I'm sending a HTML document to Solr and Tika is throwing the "Zip bomb 
detected!" exception back. Looks like Tika has an arbitrary limit of 100 level 
of XML element nesting 
(https://github.com/apache/tika/blob/9130bbc1fa6d69419b2ad294917260d6b1cced08/tika-core/src/main/java/org/apache/tika/sax/SecureContentHandler.java#L72-L75).
  Luckily, the variable (maxDepth) does have a public setter function but I am 
not sure if it's possible to set this at Solr.  Is it possible?
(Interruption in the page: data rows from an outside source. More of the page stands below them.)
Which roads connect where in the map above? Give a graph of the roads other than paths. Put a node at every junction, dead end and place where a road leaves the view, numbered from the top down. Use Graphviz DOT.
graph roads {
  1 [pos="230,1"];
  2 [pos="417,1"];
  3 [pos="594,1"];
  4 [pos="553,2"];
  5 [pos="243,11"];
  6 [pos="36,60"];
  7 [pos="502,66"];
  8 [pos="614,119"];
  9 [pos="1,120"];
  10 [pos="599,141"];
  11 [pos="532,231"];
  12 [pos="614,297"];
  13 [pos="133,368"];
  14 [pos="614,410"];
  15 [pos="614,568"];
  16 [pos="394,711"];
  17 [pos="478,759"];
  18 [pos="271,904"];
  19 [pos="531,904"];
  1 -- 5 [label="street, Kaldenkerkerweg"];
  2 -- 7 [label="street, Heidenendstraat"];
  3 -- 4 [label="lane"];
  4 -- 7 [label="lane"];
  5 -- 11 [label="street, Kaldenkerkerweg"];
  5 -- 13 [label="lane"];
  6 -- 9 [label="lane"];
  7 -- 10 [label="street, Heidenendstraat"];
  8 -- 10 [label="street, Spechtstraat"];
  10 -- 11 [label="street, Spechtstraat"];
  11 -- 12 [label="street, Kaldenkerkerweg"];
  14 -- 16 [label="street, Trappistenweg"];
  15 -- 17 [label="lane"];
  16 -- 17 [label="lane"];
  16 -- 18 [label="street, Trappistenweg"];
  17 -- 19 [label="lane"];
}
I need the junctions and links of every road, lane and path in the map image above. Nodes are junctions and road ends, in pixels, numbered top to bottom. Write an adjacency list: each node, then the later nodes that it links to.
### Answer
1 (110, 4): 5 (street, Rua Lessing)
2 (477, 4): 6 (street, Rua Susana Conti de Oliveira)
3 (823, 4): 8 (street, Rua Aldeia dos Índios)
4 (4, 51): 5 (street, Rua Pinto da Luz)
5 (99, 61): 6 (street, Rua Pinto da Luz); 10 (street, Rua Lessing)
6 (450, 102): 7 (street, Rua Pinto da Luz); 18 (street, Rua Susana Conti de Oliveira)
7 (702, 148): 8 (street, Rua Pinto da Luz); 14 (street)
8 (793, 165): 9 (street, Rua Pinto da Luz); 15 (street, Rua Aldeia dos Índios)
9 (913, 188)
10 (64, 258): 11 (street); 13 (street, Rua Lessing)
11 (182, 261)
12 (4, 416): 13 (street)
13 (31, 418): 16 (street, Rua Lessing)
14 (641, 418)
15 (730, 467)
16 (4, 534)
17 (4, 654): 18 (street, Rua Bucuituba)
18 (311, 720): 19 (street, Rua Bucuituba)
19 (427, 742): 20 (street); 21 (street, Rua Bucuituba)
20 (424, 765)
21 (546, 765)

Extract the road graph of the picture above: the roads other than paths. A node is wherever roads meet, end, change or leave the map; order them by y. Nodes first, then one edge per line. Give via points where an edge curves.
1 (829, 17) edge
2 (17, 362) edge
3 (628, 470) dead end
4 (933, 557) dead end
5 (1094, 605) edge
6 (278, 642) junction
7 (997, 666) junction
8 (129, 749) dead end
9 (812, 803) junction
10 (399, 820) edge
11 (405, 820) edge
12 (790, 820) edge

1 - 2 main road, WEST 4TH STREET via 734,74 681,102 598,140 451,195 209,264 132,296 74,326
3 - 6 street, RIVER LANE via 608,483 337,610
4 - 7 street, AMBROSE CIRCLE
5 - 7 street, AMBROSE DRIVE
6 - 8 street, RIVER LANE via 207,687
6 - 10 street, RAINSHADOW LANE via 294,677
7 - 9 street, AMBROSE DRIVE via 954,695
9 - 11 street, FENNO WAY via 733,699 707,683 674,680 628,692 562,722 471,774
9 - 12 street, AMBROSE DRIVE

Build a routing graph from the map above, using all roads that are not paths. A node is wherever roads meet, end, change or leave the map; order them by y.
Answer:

If so, how 
would I set the value of maxDepth to a higher number?

Thanks!

Here is the full stack trace:
2018-04-05 16:47:48.034 ERROR (qtp1654589030-15) [   x:aconn] 
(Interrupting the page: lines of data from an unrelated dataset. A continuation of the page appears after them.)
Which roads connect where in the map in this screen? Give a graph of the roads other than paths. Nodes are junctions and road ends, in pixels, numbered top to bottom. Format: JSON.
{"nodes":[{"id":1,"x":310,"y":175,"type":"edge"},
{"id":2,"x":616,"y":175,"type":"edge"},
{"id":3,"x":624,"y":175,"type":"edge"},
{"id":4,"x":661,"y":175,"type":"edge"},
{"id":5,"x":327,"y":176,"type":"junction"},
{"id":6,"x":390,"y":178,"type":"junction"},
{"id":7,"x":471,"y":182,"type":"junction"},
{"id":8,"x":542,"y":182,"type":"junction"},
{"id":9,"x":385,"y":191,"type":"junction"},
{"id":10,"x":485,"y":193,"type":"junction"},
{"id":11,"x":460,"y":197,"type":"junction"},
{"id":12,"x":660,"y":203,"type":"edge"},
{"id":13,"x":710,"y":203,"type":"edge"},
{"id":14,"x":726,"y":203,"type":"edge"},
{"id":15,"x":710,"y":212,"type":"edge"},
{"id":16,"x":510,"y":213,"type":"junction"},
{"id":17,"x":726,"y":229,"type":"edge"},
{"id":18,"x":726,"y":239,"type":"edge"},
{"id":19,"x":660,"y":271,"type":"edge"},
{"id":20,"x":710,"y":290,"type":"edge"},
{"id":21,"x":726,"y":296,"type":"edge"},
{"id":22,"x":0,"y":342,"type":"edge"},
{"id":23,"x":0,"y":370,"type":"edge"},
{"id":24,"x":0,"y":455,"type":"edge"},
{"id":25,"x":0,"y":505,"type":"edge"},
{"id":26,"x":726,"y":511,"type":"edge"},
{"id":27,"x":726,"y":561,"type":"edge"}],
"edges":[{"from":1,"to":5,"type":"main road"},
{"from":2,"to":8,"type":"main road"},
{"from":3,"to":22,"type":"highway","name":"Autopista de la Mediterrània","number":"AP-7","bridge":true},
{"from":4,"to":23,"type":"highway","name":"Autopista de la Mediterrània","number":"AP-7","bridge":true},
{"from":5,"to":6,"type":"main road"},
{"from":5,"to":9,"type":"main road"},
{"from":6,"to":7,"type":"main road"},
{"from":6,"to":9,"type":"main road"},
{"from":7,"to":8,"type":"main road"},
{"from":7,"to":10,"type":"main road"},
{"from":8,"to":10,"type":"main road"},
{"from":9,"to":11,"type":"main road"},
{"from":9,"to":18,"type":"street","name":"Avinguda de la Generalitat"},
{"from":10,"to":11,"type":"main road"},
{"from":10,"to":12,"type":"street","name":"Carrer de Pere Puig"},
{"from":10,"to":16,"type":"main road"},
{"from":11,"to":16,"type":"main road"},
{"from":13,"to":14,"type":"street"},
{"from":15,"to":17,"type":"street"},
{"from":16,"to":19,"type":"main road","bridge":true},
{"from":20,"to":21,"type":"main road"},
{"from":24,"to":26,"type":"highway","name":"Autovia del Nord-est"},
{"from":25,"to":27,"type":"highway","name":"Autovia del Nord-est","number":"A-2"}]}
o.a.s.h.RequestHandlerBase org.apache.solr.common.SolrException: 
org.apache.tika.exception.TikaException: Zip bomb detected!
                at 
org.apache.solr.handler.extraction.ExtractingDocumentLoader.load(ExtractingDocumentLoader.java:234)
                at 
org.apache.solr.handler.ContentStreamHandlerBase.handleRequestBody(ContentStreamHandlerBase.java:68)
                at 
ca.calgary.csc.wds.solr.GsaAconnRequestHandler.handleRequestBody(GsaAconnRequestHandler.java:84)
                at 
org.apache.solr.handler.RequestHandlerBase.handleRequest(RequestHandlerBase.java:177)
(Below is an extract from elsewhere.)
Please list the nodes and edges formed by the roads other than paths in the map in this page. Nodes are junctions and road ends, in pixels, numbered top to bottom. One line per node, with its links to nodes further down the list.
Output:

                at org.apache.solr.core.SolrCore.execute(SolrCore.java:2503)
                at 
org.apache.solr.servlet.HttpSolrCall.execute(HttpSolrCall.java:710)
                at 
org.apache.solr.servlet.HttpSolrCall.call(HttpSolrCall.java:516)
                at 
org.apache.solr.servlet.SolrDispatchFilter.doFilter(SolrDispatchFilter.java:382)
                at 
org.apache.solr.servlet.SolrDispatchFilter.doFilter(SolrDispatchFilter.java:326)
                at 
org.eclipse.jetty.servlet.ServletHandler$CachedChain.doFilter(ServletHandler.java:1751)
                at 
org.eclipse.jetty.servlet.ServletHandler.doHandle(ServletHandler.java:582)
                at 
org.eclipse.jetty.server.handler.ScopedHandler.handle(ScopedHandler.java:143)
                at 
org.eclipse.jetty.security.SecurityHandler.handle(SecurityHandler.java:548)
                at 
org.eclipse.jetty.server.session.SessionHandler.doHandle(SessionHandler.java:226)
                at 
org.eclipse.jetty.server.handler.ContextHandler.doHandle(ContextHandler.java:1180)
                at 
org.eclipse.jetty.servlet.ServletHandler.doScope(ServletHandler.java:512)
                at 
org.eclipse.jetty.server.session.SessionHandler.doScope(SessionHandler.java:185)
                at 
org.eclipse.jetty.server.handler.ContextHandler.doScope(ContextHandler.java:1112)
                at 
org.eclipse.jetty.server.handler.ScopedHandler.handle(ScopedHandler.java:141)
                at 
org.eclipse.jetty.server.handler.ContextHandlerCollection.handle(ContextHandlerCollection.java:213)
                at 
org.eclipse.jetty.server.handler.HandlerCollection.handle(HandlerCollection.java:119)
                at 
org.eclipse.jetty.server.handler.HandlerWrapper.handle(HandlerWrapper.java:134)
                at 
org.eclipse.jetty.rewrite.handler.RewriteHandler.handle(RewriteHandler.java:335)
                at 
org.eclipse.jetty.server.handler.HandlerWrapper.handle(HandlerWrapper.java:134)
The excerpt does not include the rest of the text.